The isolation and culture of primary fibroblasts derived from keloid tissue are the basis for further studies of keloids. Fibroblasts from keloid tissue can be easily acquired through this protocol, which can provide an abundant and stable source of cells in the laboratory for keloid research. Begin by using sterile tweezers to place the keloid tissue in a 50 milliliter sterile centrifuge tube containing 10 to 25 milliliters of PBS supplemented with 1%PSA.
Meanwhile, add four milliliters of PBS PSA solution to each well of a six-well plate. Now take the tissue out of the tube, and wash twice with PBS PSA solution. Using a pair of sterile forceps, transfer the tissue sequentially from one well to the next.
Then remove the adipose and epidermis layers with surgical scissors, leaving the dermis untouched. Use a pair of scissors to dissect the trimmed dermis into three to five square millimeter pieces and transfer the pieces to the next well with a pair of sterile forceps. Wash the pieces in PBS PSA solution.
Using sterilized forceps, place 10 to 30 dermis tissue pieces spaced less than five millimeters apart in Petri dishes. Place the dishes upside down in an incubator until the pieces dry and stick to the dish. Next, add seven milliliters of DMEM supplemented with 10%FBS and 1%PSA, and incubate the dishes as before.
After three days, replace half the supernatant with complete culture medium. Observe the fibroblasts daily under 40X microscopic magnification. Remove the tissue pieces in the culture medium when the fibroblasts reach 90%confluency.
Wash the fibroblasts in PBS and add two milliliters of sterile trypsin EDTA solution. After incubating the cells in a humidified incubator, gently tap the culture dish and observe it under the microscope. Add two milliliters of complete medium to end to the digestion once most of the cells have detached.
Now transfer the cell suspension to a 15 milliliter sterile centrifuge tube and centrifuge the tube at 300G for three minutes at room temperature.
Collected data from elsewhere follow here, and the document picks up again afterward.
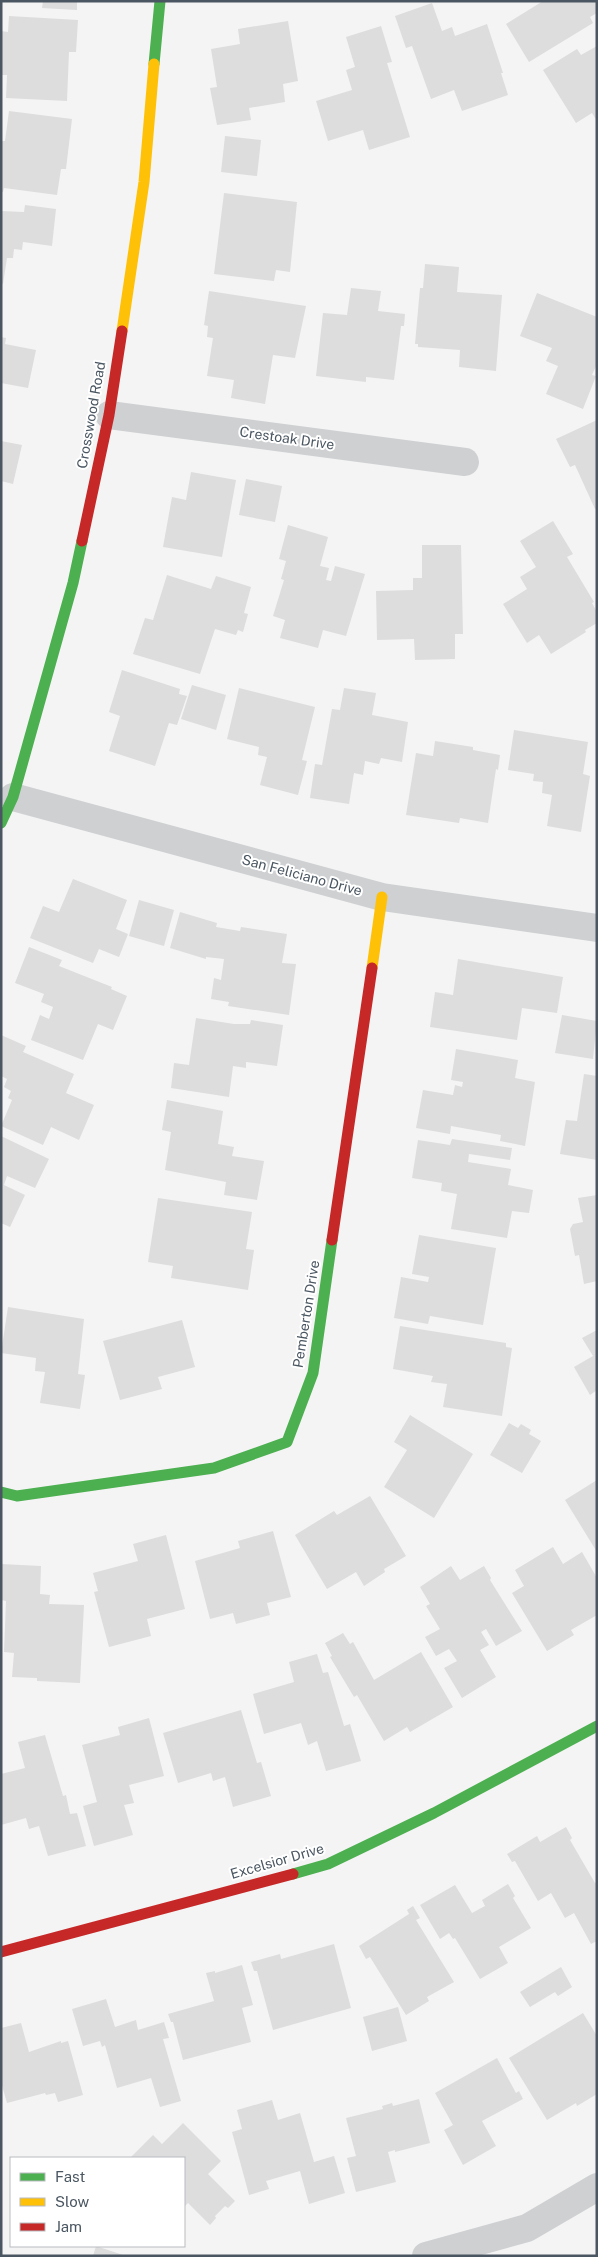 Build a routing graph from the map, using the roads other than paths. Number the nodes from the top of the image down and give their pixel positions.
1 (160, 1) edge
2 (108, 414) junction
3 (465, 462) dead end
4 (12, 797) junction
5 (1, 824) edge
6 (382, 896) junction
7 (597, 928) edge
8 (1, 1492) edge
9 (594, 1732) edge
10 (1, 1952) edge
11 (597, 2187) edge
12 (426, 2256) edge

1 - 2 street, Crosswood Road
2 - 3 street, Crestoak Drive
2 - 4 street, Crosswood Road
4 - 5 street, Crosswood Road
4 - 6 street, San Feliciano Drive
6 - 7 street, San Feliciano Drive
6 - 8 street, Pemberton Drive
9 - 10 street, Excelsior Drive
11 - 12 street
Discard the supernatant carefully and resuspend the cell pellet in complete medium. Seed the fibroblasts into a nine centimeter cell culture dish and incubate in a humidified incubator.
To perform immunofluorescent analysis after culturing the fibroblasts on round coverslips and incubating them in primary and secondary antibodies, add 50 microliters of DAPI solution to the glass slide to stain the cellular nuclei. Place the washed coverslips on glass slides using forceps. Finally, transfer the samples to a wet dark box for fluorescent microscopy.
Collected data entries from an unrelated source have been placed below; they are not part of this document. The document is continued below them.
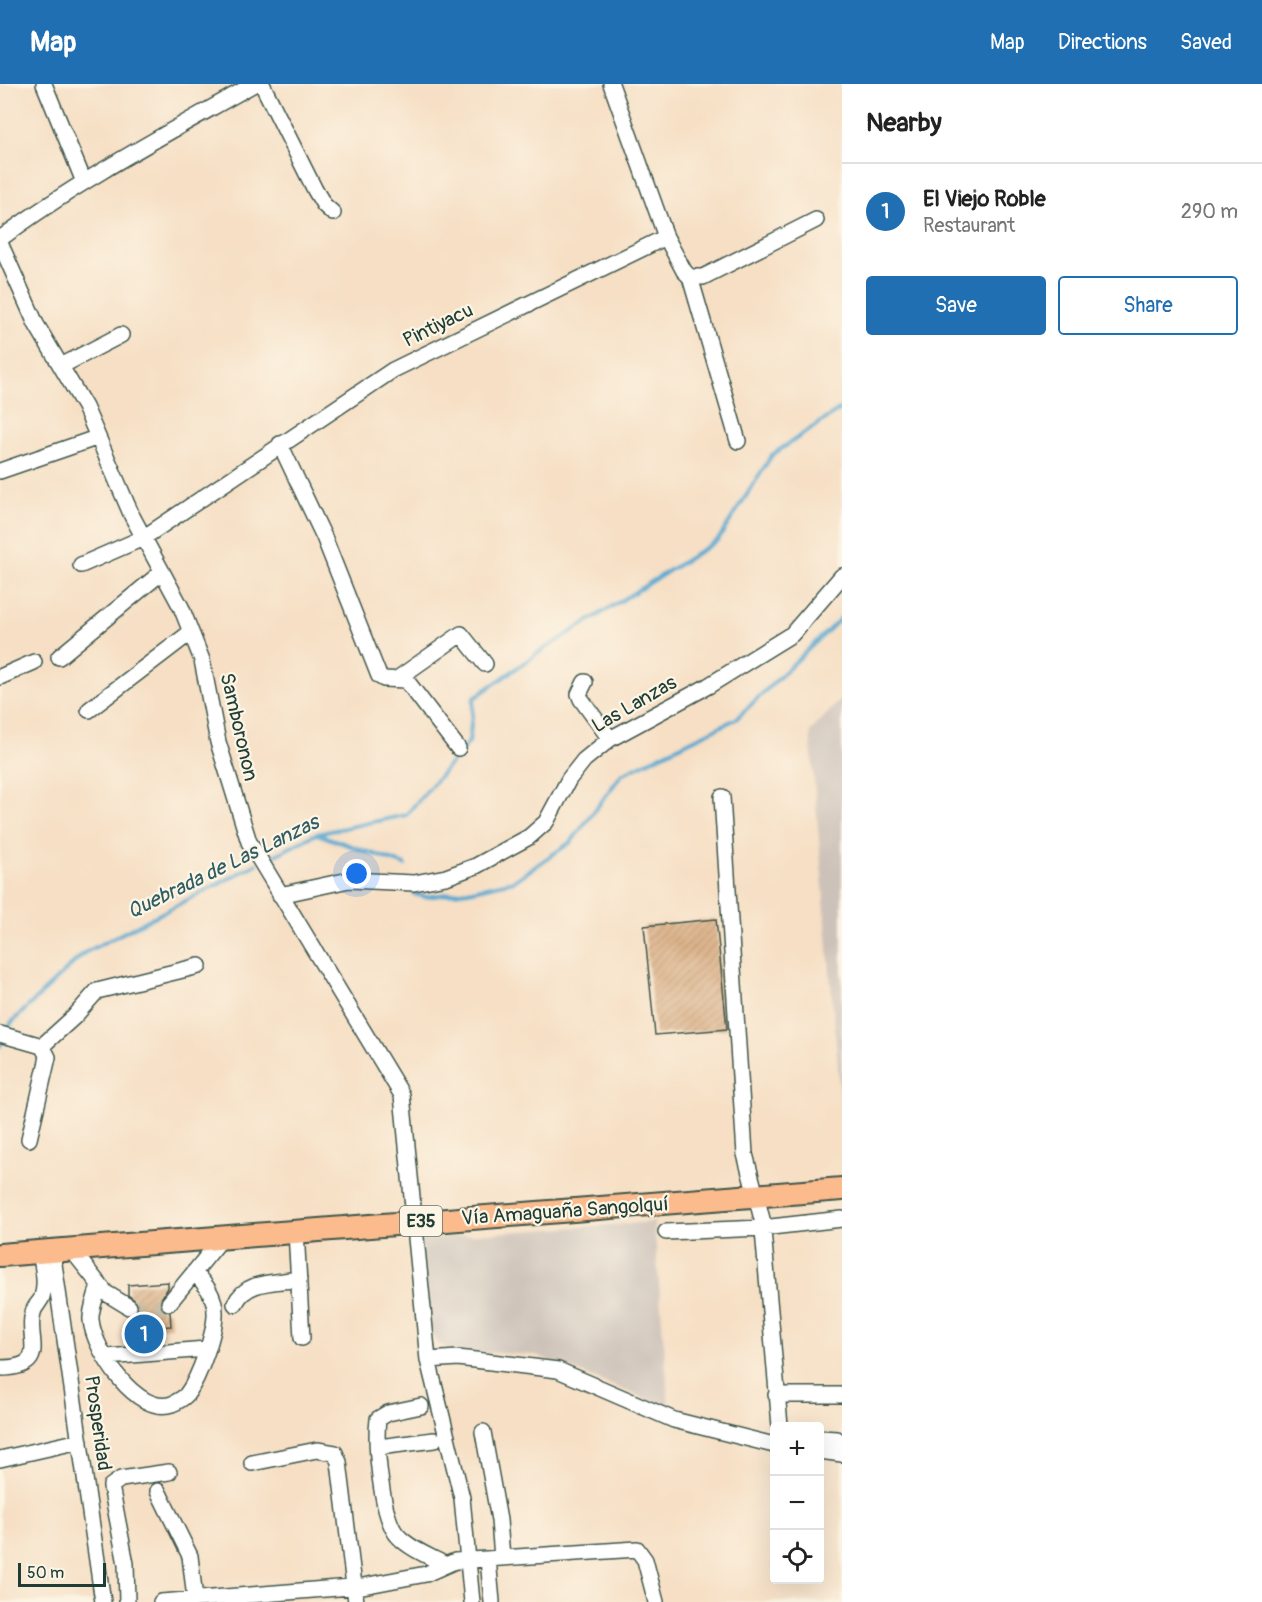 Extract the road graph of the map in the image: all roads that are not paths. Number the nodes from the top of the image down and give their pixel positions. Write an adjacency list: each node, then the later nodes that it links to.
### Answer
1 (44, 84): 5 (street)
2 (254, 84): 5 (street)
3 (262, 84): 6 (street)
4 (611, 84): 8 (street)
5 (84, 182): 9 (street)
6 (333, 213)
7 (816, 220): 10 (street)
8 (666, 237): 10 (street); 15 (street, Pintiyacu)
9 (0, 241): 12 (street, Samboronon)
10 (690, 277): 14 (street)
11 (121, 335): 12 (street)
12 (60, 366): 13 (street, Samboronon)
13 (96, 438): 16 (street); 17 (street, Samboronon)
14 (738, 441)
15 (280, 444): 17 (street, Pintiyacu); 26 (street)
16 (0, 471)
17 (143, 538): 18 (street, Pintiyacu); 19 (street, Samboronon)
18 (81, 565)
19 (162, 572): 21 (street, Samboronon); 22 (street)
20 (842, 576): 29 (street, Las Lanzas)
21 (191, 632): 28 (street); 32 (street, Samboronon)
22 (59, 657)
23 (34, 662): 25 (street)
24 (485, 664): 26 (street)
25 (0, 677)
26 (398, 679): 30 (street)
27 (585, 682): 29 (street)
28 (89, 710)
29 (610, 738): 32 (street, Las Lanzas)
30 (458, 748)
31 (722, 797): 38 (street)
32 (277, 890): 40 (street, Samboronon)
33 (199, 966): 35 (street)
34 (0, 1034): 35 (street)
35 (35, 1044): 36 (street)
36 (29, 1139)
37 (842, 1189): 38 (highway, Vía Amaguaña Sangolquí / E35)
38 (757, 1196): 40 (highway, Vía Amaguaña Sangolquí / E35); 41 (street)
39 (842, 1219): 41 (street)
40 (413, 1222): 42 (highway, Vía Amaguaña Sangolquí / E35); 56 (street, Samboronon)
41 (762, 1228): 43 (street); 58 (street)
42 (296, 1231): 44 (highway, Vía Amaguaña Sangolquí / E35); 48 (street)
43 (666, 1232)
44 (223, 1237): 45 (highway, Vía Amaguaña Sangolquí / E35); 47 (street)
45 (54, 1250): 46 (highway, Vía Amaguaña Sangolquí / E35); 49 (street); 57 (street); 65 (street, Prosperidad)
46 (0, 1255)
47 (194, 1272): 50 (street); 54 (street)
48 (299, 1279): 51 (street); 53 (street)
49 (99, 1284): 52 (street); 55 (street)
50 (169, 1303)
51 (235, 1304)
52 (129, 1307)
53 (302, 1338)
54 (206, 1349): 55 (street); 55 (street)
55 (107, 1357)
56 (428, 1360): 66 (street); 76 (street, Samboronon)
57 (0, 1368)
58 (776, 1395): 59 (street); 61 (street)
59 (842, 1395)
60 (421, 1406): 68 (street)
61 (779, 1422)
62 (483, 1432): 75 (street)
63 (824, 1438): 67 (street)
64 (434, 1440): 68 (street)
65 (80, 1441): 71 (street); 81 (street, Prosperidad)
66 (770, 1444)
67 (842, 1445)
68 (379, 1448): 77 (street)
69 (824, 1452): 70 (street)
70 (842, 1454)
71 (0, 1459)
72 (252, 1463): 78 (street)
73 (169, 1472): 82 (street)
74 (158, 1491): 80 (street)
75 (495, 1559): 76 (street); 86 (street); 87 (street)
76 (468, 1560): 77 (street); 85 (street, Samboronon)
77 (446, 1565): 78 (street)
78 (355, 1586): 79 (street); 84 (street)
79 (335, 1595): 80 (street)
80 (195, 1599): 83 (street)
81 (103, 1602)
82 (128, 1602)
83 (161, 1602)
84 (356, 1602)
85 (472, 1602)
86 (492, 1602)
87 (656, 1602)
Fibroblast outgrowths of the tissue were observed at five days after processing. The fibroblasts displayed high proliferation rates and reached confluency after 10 days. The fibroblasts had elongated and spindle-like cell bodies, which were aligned in bundles at high confluency.
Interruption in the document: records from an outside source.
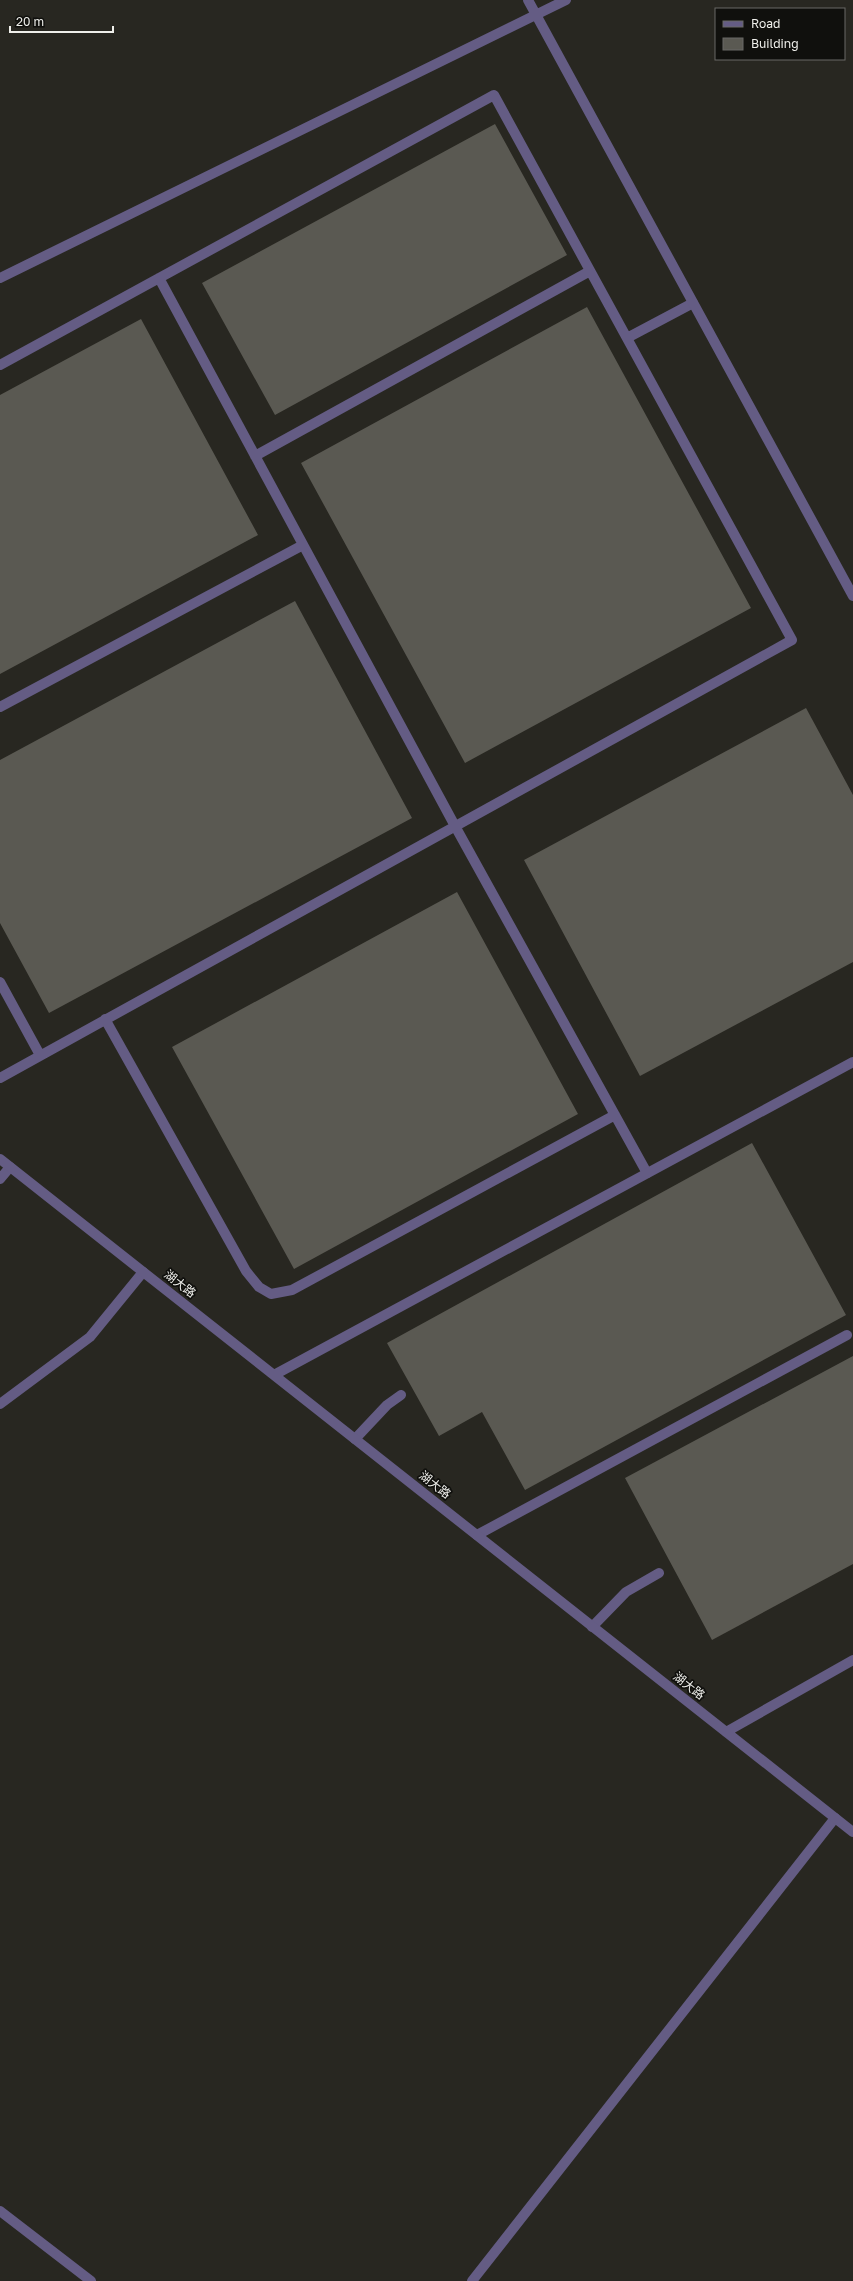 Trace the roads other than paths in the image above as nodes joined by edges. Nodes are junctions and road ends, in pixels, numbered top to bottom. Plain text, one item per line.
1 (528, 0) edge
2 (566, 0) edge
3 (536, 15) junction
4 (590, 271) junction
5 (0, 278) edge
6 (159, 278) junction
7 (693, 302) junction
8 (627, 338) junction
9 (0, 365) edge
10 (255, 456) junction
11 (303, 545) junction
12 (853, 596) edge
13 (0, 707) edge
14 (455, 826) junction
15 (0, 982) edge
16 (105, 1019) junction
17 (40, 1055) junction
18 (853, 1062) edge
19 (0, 1078) edge
20 (615, 1115) junction
21 (0, 1159) edge
22 (10, 1167) junction
23 (647, 1173) junction
24 (0, 1179) edge
25 (143, 1272) junction
26 (847, 1335) dead end
27 (274, 1375) junction
28 (401, 1395) dead end
29 (0, 1404) edge
30 (355, 1439) junction
31 (477, 1535) junction
32 (659, 1573) dead end
33 (592, 1627) junction
34 (853, 1660) edge
35 (726, 1732) junction
36 (835, 1818) junction
37 (853, 1832) edge
38 (0, 2211) edge
39 (91, 2281) edge
40 (472, 2281) edge

1 - 3 street
2 - 3 street
3 - 5 street
3 - 7 street
4 - 6 street
4 - 8 street
4 - 10 street
6 - 9 street
6 - 10 street
7 - 8 street
7 - 12 street
8 - 14 street
10 - 11 street
11 - 13 street
11 - 14 street
14 - 16 street
14 - 20 street
15 - 17 street
16 - 17 street
16 - 20 street
17 - 19 street
18 - 23 street
20 - 23 street
21 - 22 street, 湖大路
22 - 24 street
22 - 25 street, 湖大路
23 - 27 street
25 - 27 street, 湖大路
25 - 29 street
26 - 31 street
27 - 30 street, 湖大路
28 - 30 street
30 - 31 street, 湖大路
31 - 33 street, 湖大路
32 - 33 street
33 - 35 street, 湖大路
34 - 35 street
35 - 36 street, 湖大路
36 - 37 street, 湖大路
36 - 40 street
38 - 39 street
Immunofluorescent staining returned positive red immunofluorescence of the fibroblasts and blue immunofluorescence of the cellular nucleus. Flow cytometric assays showed CD90 positivity in almost all fibroblasts. This study has described an optimized method and provided clear instructions to solve existing challenges and increase the chance of success for the isolation and culture of keloid fibroblasts.